(Saved entries)
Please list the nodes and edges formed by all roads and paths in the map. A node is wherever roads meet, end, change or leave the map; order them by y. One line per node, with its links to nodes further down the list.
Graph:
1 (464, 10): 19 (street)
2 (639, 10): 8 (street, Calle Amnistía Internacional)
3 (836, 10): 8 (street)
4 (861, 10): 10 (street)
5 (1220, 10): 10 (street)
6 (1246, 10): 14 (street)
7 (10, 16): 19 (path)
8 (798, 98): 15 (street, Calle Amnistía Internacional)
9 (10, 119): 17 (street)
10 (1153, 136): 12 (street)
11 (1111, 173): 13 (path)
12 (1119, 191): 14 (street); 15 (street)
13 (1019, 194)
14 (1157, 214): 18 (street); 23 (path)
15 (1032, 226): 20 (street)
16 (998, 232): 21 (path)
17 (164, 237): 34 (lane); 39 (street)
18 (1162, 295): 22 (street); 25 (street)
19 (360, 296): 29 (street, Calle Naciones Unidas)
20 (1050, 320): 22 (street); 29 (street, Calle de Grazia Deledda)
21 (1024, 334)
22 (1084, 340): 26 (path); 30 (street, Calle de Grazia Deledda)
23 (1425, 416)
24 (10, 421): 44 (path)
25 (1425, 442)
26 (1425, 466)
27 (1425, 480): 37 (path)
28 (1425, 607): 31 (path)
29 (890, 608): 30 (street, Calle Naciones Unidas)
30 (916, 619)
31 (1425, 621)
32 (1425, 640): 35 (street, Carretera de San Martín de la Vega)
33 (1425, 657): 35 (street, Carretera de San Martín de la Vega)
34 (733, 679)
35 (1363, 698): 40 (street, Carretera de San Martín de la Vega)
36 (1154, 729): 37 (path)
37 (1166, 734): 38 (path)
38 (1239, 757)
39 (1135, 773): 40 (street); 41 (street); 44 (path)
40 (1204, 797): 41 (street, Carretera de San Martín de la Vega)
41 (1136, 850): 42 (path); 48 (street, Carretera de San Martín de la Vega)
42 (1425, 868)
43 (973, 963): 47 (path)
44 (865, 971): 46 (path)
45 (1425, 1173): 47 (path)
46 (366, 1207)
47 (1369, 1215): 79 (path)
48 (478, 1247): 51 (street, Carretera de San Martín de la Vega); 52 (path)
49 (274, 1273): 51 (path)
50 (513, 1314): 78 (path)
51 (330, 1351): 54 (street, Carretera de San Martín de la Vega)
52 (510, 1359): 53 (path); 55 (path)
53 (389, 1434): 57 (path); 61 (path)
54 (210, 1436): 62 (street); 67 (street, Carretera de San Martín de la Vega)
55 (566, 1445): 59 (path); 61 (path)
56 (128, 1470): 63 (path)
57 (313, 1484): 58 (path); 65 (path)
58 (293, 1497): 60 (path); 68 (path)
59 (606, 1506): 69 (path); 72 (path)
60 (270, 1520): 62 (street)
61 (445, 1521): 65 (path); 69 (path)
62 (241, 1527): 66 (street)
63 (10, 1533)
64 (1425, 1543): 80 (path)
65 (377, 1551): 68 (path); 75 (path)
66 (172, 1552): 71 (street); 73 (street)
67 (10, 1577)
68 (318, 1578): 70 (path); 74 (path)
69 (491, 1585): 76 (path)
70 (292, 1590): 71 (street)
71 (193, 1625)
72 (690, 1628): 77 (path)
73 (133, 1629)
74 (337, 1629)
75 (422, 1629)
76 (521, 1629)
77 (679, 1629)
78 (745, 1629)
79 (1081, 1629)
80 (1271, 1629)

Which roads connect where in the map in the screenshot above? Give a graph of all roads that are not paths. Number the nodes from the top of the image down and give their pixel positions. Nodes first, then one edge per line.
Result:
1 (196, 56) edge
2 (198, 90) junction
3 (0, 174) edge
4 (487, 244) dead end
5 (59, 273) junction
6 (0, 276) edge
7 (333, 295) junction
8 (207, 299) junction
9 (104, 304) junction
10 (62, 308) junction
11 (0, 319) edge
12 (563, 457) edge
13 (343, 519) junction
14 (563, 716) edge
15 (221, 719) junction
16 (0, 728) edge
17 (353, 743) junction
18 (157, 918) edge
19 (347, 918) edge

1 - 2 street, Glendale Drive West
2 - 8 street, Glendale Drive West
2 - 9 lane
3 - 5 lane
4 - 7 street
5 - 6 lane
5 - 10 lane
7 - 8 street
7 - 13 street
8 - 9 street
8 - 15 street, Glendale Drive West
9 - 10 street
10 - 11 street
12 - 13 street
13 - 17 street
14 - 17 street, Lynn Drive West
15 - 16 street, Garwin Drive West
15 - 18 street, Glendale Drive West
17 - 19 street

▸ THE PROBLEM
Go through the data above and find the lines with the word "Naciones". Copy each of those lines.

▸ TASK ANSWER
19 (360, 296): 29 (street, Calle Naciones Unidas)
29 (890, 608): 30 (street, Calle Naciones Unidas)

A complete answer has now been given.